# 8 port disq switch



## Davenlr (Sep 16, 2006)

If I were to purchase this 8 port Disq Switch:
http://www.cyberestore.com/port-diseqc-switch-uncommited-p-773.html

Would I set the fortec to disq 1.1 and the lnb to 1, and use port 1 thru 8, or would this switch not work? 
I'm trying to get more than 4 dishes on one receiver, since I have trees blocking a few sats I'd like to get.


----------



## FTA Michael (Jul 21, 2002)

Does your receiver support more than four DiSEqC ports? I haven't picked up a new one lately, but so far all of my FTA receivers have supported only four.

Edit: Wrong! My current receiver says it'll support 16 in 1.1 mode. Followup note below.


----------



## PTown (Aug 18, 2007)

I would think it only supports four. 
Generally the 8 port switches I've seen have had ports 5-8 switched by 22khz.

Ex. port5 = port1 w/ 22khz on
port1 = port1 22khz off

Not sure about this one however.


----------



## jeffgbailey (Feb 29, 2008)

unless the receiver supports Diseqc 1.1 it WILL NOT WORK...been there tried that

there are 2 different types of 8x1 switches out there...committed and uncommitted

committed allows you (if your receiver does not support 1.1) to set up the locations as motor locations. Its a pain in the kiester to set up but does work. If your reciever supports Diseqc 1.1 then you can set it up as the manual shows (as example, port 7 is 2 committed/3 uncommitted)

Uncommitted switches you NEED to have the receiver support Diseqc 1.1...most boxes do not. Coolsat 4000, 5000, 6000 and Visionsat IV200 will support it. If you use this on your non-Diseqc 1.1 box the only spot that works is port 1. The others wont even work. The advantage is you can add diseqc switches to this one and have up to 128 LNB's 

Easiest way to get 8 LNB's on a normal (non Diseqc 1.1) receiver is 2 4x1 diseqcs and an ECODA 22k switch. Ecoda's are the only 22k switch you can put before the diseqc and will pass diseqc commands.


----------



## FTA Michael (Jul 21, 2002)

As I was poking around my current receiver's settings, I finally noticed that it says that it *does* support DiSEqC 1.1 and up to 16 ports.
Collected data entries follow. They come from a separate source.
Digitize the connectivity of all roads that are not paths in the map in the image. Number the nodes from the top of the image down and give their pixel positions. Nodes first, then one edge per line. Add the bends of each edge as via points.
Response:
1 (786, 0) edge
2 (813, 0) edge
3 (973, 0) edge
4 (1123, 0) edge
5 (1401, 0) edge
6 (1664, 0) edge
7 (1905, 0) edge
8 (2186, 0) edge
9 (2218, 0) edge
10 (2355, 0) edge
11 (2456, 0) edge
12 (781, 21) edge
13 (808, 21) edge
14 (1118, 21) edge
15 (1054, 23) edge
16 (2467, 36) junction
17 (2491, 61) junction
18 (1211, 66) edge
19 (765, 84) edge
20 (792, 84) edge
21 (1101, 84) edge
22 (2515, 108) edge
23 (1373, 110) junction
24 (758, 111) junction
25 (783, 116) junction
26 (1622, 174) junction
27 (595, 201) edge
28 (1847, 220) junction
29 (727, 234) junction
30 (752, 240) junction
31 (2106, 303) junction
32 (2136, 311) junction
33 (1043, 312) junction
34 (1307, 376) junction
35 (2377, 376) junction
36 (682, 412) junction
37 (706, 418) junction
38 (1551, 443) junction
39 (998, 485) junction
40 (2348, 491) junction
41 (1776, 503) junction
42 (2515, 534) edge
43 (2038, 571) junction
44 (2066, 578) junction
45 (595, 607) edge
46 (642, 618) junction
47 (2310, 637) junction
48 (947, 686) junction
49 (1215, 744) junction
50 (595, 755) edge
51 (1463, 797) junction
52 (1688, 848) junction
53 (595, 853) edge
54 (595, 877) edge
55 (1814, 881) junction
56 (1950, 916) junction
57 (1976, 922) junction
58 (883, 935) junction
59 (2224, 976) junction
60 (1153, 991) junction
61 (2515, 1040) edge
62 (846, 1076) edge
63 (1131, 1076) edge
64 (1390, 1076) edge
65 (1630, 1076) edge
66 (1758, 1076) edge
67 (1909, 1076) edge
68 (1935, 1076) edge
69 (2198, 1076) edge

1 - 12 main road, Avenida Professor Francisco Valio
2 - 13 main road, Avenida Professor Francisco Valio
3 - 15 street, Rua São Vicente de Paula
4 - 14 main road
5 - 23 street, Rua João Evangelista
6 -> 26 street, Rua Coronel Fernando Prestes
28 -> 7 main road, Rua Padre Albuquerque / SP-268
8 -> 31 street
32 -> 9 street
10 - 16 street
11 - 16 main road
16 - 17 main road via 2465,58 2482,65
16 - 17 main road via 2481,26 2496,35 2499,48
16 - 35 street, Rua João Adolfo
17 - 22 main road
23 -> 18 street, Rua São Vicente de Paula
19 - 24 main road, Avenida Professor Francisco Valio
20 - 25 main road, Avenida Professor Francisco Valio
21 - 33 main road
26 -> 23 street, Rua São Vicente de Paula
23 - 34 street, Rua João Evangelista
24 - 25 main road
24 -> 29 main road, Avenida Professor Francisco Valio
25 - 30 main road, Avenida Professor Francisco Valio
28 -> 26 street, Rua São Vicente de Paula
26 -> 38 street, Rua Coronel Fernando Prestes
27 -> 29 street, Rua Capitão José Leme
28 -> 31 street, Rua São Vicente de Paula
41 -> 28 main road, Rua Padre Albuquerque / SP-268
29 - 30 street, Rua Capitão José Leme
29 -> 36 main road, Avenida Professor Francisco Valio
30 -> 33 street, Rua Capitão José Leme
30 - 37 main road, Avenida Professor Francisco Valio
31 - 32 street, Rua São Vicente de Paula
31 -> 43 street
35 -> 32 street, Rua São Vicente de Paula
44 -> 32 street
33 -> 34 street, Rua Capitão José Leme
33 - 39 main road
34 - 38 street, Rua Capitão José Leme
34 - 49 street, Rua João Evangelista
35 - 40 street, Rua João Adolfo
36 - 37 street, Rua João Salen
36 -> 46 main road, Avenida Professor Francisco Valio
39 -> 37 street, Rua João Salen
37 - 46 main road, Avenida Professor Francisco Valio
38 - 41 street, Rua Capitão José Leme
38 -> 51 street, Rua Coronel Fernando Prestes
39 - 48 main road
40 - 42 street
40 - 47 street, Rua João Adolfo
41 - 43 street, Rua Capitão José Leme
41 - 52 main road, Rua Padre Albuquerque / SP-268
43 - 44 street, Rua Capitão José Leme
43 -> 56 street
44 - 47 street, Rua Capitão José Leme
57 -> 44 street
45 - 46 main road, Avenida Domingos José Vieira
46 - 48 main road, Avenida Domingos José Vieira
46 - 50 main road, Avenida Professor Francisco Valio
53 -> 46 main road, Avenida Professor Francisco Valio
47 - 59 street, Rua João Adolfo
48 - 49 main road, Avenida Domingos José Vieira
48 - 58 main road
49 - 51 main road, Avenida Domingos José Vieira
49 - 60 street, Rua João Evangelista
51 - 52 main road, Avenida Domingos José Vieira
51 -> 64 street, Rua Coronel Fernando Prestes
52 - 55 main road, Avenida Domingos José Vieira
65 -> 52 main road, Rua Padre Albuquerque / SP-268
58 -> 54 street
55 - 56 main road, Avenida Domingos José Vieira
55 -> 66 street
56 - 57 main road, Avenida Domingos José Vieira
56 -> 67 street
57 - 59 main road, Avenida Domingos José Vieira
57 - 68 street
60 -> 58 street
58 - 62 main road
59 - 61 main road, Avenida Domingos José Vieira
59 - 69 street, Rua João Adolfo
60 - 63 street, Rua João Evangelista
I'll have to get one of those 8-port switches to see if it would really work on my system.


----------



## Davenlr (Sep 16, 2006)

I am using a mercury ii fortec. It "says" it supports disq 1.1 and has ports 1 to 16 selectable on the menu. I'm gonna wait until I get my Pansat 9200HD back from Panarex rma to see if it supports it before I buy one. Thanks for the answers.


----------



## jeffgbailey (Feb 29, 2008)

Pansat 9200 doesnt support Diseqc 1.1


----------



## Davenlr (Sep 16, 2006)

Thanks Jeff. Ill just stick with the 4 I have then, and grab the chainsaw for Whitesprings tv


----------